— Work to complete —
Give the count of lines in the entries below that contain the string "roads", and only that count.

(Dataset entries)
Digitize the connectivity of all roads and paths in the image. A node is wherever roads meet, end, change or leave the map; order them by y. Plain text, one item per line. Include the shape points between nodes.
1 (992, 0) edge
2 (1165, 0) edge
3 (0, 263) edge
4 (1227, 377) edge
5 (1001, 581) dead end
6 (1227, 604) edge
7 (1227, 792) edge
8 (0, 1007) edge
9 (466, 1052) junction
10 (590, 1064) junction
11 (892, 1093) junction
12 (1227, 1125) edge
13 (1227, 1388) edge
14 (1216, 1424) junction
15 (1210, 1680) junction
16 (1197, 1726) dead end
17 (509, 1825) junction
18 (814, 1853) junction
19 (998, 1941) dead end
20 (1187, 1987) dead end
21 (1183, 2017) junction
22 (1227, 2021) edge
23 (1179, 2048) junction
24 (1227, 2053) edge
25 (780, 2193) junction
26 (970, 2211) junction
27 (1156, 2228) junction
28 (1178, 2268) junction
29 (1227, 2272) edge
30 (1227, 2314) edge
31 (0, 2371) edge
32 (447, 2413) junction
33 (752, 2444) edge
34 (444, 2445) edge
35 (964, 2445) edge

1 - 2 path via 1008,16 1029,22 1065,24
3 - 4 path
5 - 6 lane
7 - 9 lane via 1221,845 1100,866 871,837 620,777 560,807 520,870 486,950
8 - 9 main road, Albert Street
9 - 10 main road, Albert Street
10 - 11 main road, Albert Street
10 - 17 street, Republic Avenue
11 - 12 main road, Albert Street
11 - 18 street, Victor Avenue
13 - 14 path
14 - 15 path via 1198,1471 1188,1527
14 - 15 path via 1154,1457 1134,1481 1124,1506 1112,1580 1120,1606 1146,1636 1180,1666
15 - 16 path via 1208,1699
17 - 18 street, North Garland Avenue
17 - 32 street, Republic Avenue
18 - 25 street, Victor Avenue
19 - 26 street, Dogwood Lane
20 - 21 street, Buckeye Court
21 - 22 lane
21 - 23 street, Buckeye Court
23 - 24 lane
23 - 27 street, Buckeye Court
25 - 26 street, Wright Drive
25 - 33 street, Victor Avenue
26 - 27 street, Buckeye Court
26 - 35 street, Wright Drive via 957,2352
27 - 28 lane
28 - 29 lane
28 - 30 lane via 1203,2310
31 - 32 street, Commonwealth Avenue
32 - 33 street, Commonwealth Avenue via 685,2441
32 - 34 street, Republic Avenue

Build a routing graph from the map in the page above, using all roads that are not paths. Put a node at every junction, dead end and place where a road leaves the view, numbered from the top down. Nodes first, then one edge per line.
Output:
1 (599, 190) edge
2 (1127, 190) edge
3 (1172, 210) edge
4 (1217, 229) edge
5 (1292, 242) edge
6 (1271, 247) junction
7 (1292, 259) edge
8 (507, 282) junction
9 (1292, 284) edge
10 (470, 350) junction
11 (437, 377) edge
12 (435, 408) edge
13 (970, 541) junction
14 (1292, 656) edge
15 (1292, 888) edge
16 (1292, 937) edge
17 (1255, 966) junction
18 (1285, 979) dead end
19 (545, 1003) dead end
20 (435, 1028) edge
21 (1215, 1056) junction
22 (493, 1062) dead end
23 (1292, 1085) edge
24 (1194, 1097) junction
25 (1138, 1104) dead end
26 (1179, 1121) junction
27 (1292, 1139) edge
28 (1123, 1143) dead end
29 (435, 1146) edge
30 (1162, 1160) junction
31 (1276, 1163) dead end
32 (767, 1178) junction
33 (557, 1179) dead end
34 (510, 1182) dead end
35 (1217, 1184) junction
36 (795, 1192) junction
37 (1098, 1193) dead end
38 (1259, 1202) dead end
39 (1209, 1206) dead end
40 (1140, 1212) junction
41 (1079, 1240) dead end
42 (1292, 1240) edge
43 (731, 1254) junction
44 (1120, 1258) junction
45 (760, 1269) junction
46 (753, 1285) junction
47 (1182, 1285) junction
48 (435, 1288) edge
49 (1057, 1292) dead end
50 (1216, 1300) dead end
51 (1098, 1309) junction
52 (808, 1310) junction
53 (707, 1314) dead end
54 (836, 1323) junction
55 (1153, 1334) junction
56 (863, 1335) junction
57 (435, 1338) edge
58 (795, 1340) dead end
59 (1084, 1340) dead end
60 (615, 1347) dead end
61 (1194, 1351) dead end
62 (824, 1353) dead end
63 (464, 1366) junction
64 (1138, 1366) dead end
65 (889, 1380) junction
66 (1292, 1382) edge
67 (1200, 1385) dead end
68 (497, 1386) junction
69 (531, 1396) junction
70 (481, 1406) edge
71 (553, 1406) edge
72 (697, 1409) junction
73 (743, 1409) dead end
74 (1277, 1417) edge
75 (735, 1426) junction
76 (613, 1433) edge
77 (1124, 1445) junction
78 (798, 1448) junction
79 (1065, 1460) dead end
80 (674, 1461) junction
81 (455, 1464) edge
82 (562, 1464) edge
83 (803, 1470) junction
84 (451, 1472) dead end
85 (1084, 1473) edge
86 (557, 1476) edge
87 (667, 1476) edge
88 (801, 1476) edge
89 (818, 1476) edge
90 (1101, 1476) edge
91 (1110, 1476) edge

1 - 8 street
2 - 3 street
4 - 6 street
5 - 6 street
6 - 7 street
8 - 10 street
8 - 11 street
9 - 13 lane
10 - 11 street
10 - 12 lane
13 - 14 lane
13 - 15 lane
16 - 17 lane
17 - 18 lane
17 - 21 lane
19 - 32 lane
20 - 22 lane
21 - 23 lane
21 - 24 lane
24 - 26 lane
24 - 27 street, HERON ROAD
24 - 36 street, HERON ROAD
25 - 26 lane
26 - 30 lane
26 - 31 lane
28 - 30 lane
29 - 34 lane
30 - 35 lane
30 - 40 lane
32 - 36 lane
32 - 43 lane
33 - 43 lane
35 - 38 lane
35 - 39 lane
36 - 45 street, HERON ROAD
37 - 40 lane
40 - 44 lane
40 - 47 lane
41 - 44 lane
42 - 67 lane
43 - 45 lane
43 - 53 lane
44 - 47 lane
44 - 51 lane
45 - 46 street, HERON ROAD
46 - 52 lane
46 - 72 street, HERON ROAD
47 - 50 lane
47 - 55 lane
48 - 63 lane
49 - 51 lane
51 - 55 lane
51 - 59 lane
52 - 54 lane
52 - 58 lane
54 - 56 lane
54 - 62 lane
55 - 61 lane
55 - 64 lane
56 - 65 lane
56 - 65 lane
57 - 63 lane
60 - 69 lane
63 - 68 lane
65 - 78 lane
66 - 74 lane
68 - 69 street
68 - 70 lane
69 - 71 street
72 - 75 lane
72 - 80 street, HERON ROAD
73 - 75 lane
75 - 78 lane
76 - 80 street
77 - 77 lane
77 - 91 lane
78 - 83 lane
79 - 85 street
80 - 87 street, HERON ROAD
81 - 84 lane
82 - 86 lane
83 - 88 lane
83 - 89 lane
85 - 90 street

— Result of this task —
2